Dartmoor National Park Authority (DNPA) has the duty to conserve and enhance the quality of the landscape of the National Park as well as to promote the enjoyment and understanding of its special qualities. However, visitors can contribute to erosion, which can spoil the beauty of the area. The countryside of Dartmoor, as elsewhere, is continually changing as the human and natural influences upon it change. The recreational use leaves its marks just as the activities of prehistoric farmers and the medieval tinners did. The National Park Authority has a duty to try to minimise these more recent effects, especially when they threaten Dartmoor’s beauty, its wildlife and/or its historical remains.
DNPA operates a `Donate for Dartmoor` scheme whereby we ask the public to either donate funding towards specific areas of our work or to provide physical practical effort on the ground. The provision of some physical effort is promoted as a health benefit and is particularly targeted at those that organise and participate in recreational events across the moor. The scheme is widely publicised to young people who take part in the annual Ten Tors event and the Duke of Edinburgh Award (DofE) along with other local organisations and charities.
Part of my role as a Community & Landscape Management Ranger is to help my colleagues in repairing erosion and we had ready an ideal job of cleaning out, reinstating and putting in new drainage channels with granite kerbs on a well-used bridleway above Bennetts cross on North Bovey common. For the second year running we were joined by some fantastic volunteers from Team Rubicon and other organisations.

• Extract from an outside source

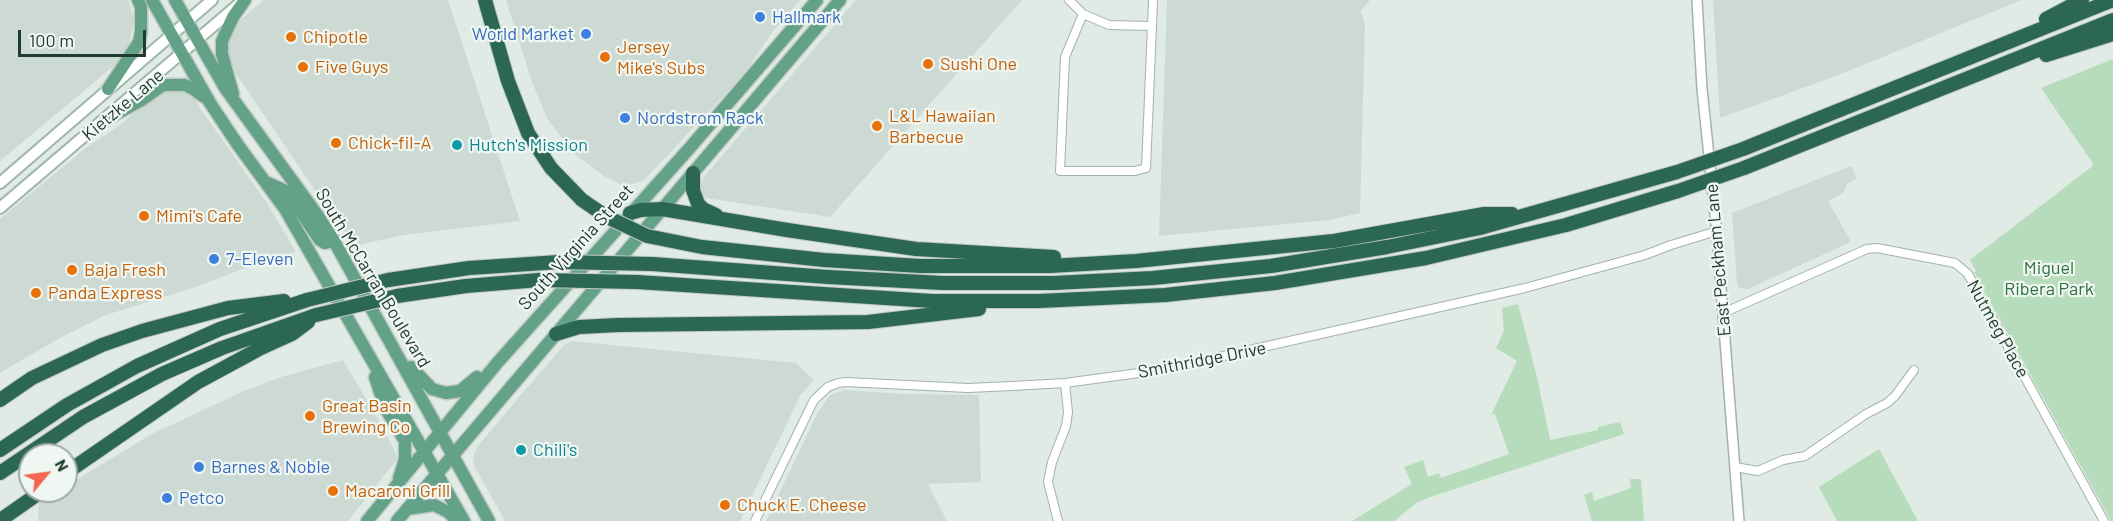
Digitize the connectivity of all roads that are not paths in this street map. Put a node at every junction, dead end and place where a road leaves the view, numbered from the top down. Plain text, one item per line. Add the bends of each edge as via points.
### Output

Team Rubicon (TR) unites the skills and experiences of military veterans with first responders to rapidly deploy emergency response teams to disasters in the UK and overseas in order to immediately improve the quality of life of the people who are affected. The registered charity offers veterans the opportunity to continue their service by helping those affected by disasters while regaining a sense of purpose, community and identity. It was formed in 2015 following the earthquake in Nepal and is staffed almost entirely by volunteers.
Its UK operations are split into 10 regions and are based at Chilmark, Wiltshire. Local volunteer Frank Howard has lived on and walked across Dartmoor for many years. He saw that much of the conservation work on the moors was undertaken by volunteers and decided to offer assistance to essential drainage works over a recent weekend to undertake this work and they stayed locally at Powder Mills Bunkhouse.

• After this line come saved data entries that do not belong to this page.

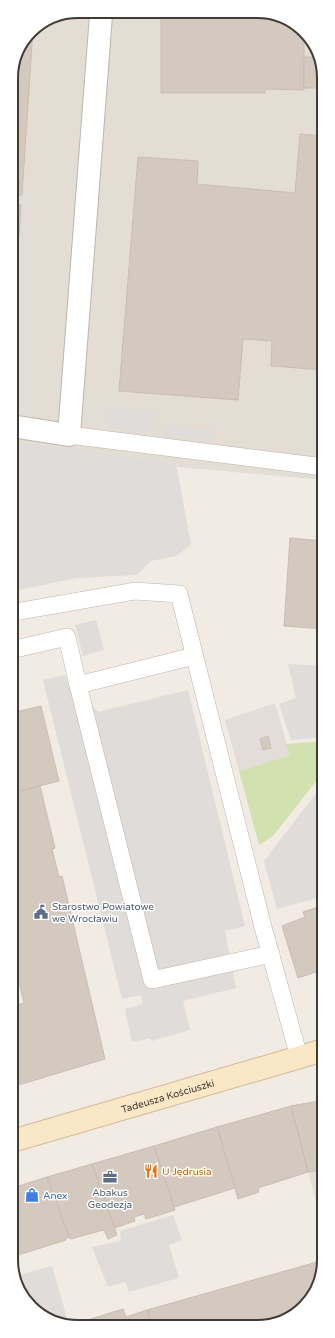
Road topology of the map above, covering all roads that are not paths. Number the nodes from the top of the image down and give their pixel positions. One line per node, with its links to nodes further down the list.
1 (101, 18): 3 (street)
2 (18, 427): 3 (street)
3 (69, 435): 4 (lane)
4 (317, 465)
5 (21, 611): 7 (lane)
6 (18, 648): 8 (lane)
7 (194, 656): 8 (lane); 9 (lane)
8 (78, 685): 9 (lane)
9 (271, 954): 11 (lane)
10 (317, 1052): 11 (street, Tadeusza Kościuszki)
11 (299, 1057): 12 (street, Tadeusza Kościuszki)
12 (18, 1139)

Team member Becky Maynard said “I’ve spent a lot of time on Dartmoor over the last 10 years and when I saw the shout out for volunteers to help install new and dig out old drainage ditches to help keep paths in good order I couldn’t think of a better way to spend a weekend. When we first saw the job it appeared to be quite a task but Team Rubicon members along with other volunteers from Ten Tors and DofE we tackled it head on with good humour and emergency tea supplies. When we finished on the second day it was great to see the area we had been working on and just how much had been achieved. It was hard work but enormously satisfying to know we had contributed to preserving the paths that I have spent so much time enjoying in this stunning area.”
Leader Frank Howard said “: Living on Dartmoor, I have walked across it for many miles. When I saw that much of the conservation work that takes place is done by volunteers I contacted Rob and decided to approach my colleagues from the South West region of Team Rubicon, many I know have walked the moors either in the military or for pleasure, to see if they would like join me for this project, and they did. We had a very rewarding and enjoyable weekend”.